Top of Provided information
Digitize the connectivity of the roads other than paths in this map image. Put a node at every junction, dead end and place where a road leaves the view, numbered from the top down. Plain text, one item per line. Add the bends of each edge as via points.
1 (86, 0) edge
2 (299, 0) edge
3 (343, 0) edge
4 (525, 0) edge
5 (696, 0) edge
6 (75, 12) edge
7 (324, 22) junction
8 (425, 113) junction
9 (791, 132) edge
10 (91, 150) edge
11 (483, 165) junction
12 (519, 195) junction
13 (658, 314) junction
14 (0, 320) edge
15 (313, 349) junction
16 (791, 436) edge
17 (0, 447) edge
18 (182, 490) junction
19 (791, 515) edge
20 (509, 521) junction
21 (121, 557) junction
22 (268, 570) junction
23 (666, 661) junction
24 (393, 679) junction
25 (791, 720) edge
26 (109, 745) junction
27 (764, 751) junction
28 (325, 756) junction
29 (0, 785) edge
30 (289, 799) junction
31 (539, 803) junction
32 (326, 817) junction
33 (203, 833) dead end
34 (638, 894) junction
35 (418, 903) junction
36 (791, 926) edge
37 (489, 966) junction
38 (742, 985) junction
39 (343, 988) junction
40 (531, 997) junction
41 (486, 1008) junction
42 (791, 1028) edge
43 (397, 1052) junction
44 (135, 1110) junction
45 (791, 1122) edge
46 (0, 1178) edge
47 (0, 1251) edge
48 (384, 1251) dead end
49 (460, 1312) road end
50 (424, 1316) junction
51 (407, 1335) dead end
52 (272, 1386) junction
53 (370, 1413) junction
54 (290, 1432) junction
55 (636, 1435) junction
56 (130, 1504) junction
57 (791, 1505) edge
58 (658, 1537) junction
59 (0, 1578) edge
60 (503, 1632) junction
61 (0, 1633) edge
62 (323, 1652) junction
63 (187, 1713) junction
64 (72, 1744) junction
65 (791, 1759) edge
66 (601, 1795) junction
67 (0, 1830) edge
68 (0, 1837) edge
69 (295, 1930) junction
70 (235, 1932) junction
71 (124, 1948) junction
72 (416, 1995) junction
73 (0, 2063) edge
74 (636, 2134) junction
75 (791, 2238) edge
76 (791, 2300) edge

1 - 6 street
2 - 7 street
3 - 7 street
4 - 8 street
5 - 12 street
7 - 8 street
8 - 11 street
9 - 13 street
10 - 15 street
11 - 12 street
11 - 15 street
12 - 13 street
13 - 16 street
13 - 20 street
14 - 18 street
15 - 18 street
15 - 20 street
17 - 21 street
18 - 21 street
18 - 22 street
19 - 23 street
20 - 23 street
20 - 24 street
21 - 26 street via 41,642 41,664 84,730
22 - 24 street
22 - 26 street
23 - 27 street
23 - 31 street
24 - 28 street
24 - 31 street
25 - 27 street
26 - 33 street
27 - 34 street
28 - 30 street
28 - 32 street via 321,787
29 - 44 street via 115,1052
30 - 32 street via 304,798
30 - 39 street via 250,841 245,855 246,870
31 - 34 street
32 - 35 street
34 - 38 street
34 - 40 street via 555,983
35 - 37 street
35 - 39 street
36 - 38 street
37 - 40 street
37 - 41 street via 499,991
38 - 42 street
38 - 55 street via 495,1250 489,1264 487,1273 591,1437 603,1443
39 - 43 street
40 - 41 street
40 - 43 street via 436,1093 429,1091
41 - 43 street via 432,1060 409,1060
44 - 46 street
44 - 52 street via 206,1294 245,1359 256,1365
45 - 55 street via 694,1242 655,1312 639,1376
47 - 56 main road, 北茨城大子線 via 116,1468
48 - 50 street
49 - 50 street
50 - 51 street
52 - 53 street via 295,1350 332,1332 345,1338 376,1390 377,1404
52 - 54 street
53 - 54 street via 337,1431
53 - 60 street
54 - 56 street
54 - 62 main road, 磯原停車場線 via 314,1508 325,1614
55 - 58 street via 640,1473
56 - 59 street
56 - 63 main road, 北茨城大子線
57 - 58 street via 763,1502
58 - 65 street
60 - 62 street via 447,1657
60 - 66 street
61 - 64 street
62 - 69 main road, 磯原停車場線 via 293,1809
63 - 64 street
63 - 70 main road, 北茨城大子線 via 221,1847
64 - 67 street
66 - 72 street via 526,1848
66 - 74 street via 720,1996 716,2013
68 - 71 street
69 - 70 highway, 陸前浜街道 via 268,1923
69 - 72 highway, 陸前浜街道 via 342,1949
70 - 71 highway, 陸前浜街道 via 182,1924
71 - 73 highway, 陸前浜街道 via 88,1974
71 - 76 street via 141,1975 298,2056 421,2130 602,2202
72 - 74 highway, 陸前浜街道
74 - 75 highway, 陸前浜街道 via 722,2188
Bottom of Provided information
Problem requirements:
Write out all the entries exactly.

Finished task:
Digitize the connectivity of the roads other than paths in this map image. Put a node at every junction, dead end and place where a road leaves the view, numbered from the top down. Plain text, one item per line. Add the bends of each edge as via points.
1 (86, 0) edge
2 (299, 0) edge
3 (343, 0) edge
4 (525, 0) edge
5 (696, 0) edge
6 (75, 12) edge
7 (324, 22) junction
8 (425, 113) junction
9 (791, 132) edge
10 (91, 150) edge
11 (483, 165) junction
12 (519, 195) junction
13 (658, 314) junction
14 (0, 320) edge
15 (313, 349) junction
16 (791, 436) edge
17 (0, 447) edge
18 (182, 490) junction
19 (791, 515) edge
20 (509, 521) junction
21 (121, 557) junction
22 (268, 570) junction
23 (666, 661) junction
24 (393, 679) junction
25 (791, 720) edge
26 (109, 745) junction
27 (764, 751) junction
28 (325, 756) junction
29 (0, 785) edge
30 (289, 799) junction
31 (539, 803) junction
32 (326, 817) junction
33 (203, 833) dead end
34 (638, 894) junction
35 (418, 903) junction
36 (791, 926) edge
37 (489, 966) junction
38 (742, 985) junction
39 (343, 988) junction
40 (531, 997) junction
41 (486, 1008) junction
42 (791, 1028) edge
43 (397, 1052) junction
44 (135, 1110) junction
45 (791, 1122) edge
46 (0, 1178) edge
47 (0, 1251) edge
48 (384, 1251) dead end
49 (460, 1312) road end
50 (424, 1316) junction
51 (407, 1335) dead end
52 (272, 1386) junction
53 (370, 1413) junction
54 (290, 1432) junction
55 (636, 1435) junction
56 (130, 1504) junction
57 (791, 1505) edge
58 (658, 1537) junction
59 (0, 1578) edge
60 (503, 1632) junction
61 (0, 1633) edge
62 (323, 1652) junction
63 (187, 1713) junction
64 (72, 1744) junction
65 (791, 1759) edge
66 (601, 1795) junction
67 (0, 1830) edge
68 (0, 1837) edge
69 (295, 1930) junction
70 (235, 1932) junction
71 (124, 1948) junction
72 (416, 1995) junction
73 (0, 2063) edge
74 (636, 2134) junction
75 (791, 2238) edge
76 (791, 2300) edge

1 - 6 street
2 - 7 street
3 - 7 street
4 - 8 street
5 - 12 street
7 - 8 street
8 - 11 street
9 - 13 street
10 - 15 street
11 - 12 street
11 - 15 street
12 - 13 street
13 - 16 street
13 - 20 street
14 - 18 street
15 - 18 street
15 - 20 street
17 - 21 street
18 - 21 street
18 - 22 street
19 - 23 street
20 - 23 street
20 - 24 street
21 - 26 street via 41,642 41,664 84,730
22 - 24 street
22 - 26 street
23 - 27 street
23 - 31 street
24 - 28 street
24 - 31 street
25 - 27 street
26 - 33 street
27 - 34 street
28 - 30 street
28 - 32 street via 321,787
29 - 44 street via 115,1052
30 - 32 street via 304,798
30 - 39 street via 250,841 245,855 246,870
31 - 34 street
32 - 35 street
34 - 38 street
34 - 40 street via 555,983
35 - 37 street
35 - 39 street
36 - 38 street
37 - 40 street
37 - 41 street via 499,991
38 - 42 street
38 - 55 street via 495,1250 489,1264 487,1273 591,1437 603,1443
39 - 43 street
40 - 41 street
40 - 43 street via 436,1093 429,1091
41 - 43 street via 432,1060 409,1060
44 - 46 street
44 - 52 street via 206,1294 245,1359 256,1365
45 - 55 street via 694,1242 655,1312 639,1376
47 - 56 main road, 北茨城大子線 via 116,1468
48 - 50 street
49 - 50 street
50 - 51 street
52 - 53 street via 295,1350 332,1332 345,1338 376,1390 377,1404
52 - 54 street
53 - 54 street via 337,1431
53 - 60 street
54 - 56 street
54 - 62 main road, 磯原停車場線 via 314,1508 325,1614
55 - 58 street via 640,1473
56 - 59 street
56 - 63 main road, 北茨城大子線
57 - 58 street via 763,1502
58 - 65 street
60 - 62 street via 447,1657
60 - 66 street
61 - 64 street
62 - 69 main road, 磯原停車場線 via 293,1809
63 - 64 street
63 - 70 main road, 北茨城大子線 via 221,1847
64 - 67 street
66 - 72 street via 526,1848
66 - 74 street via 720,1996 716,2013
68 - 71 street
69 - 70 highway, 陸前浜街道 via 268,1923
69 - 72 highway, 陸前浜街道 via 342,1949
70 - 71 highway, 陸前浜街道 via 182,1924
71 - 73 highway, 陸前浜街道 via 88,1974
71 - 76 street via 141,1975 298,2056 421,2130 602,2202
72 - 74 highway, 陸前浜街道
74 - 75 highway, 陸前浜街道 via 722,2188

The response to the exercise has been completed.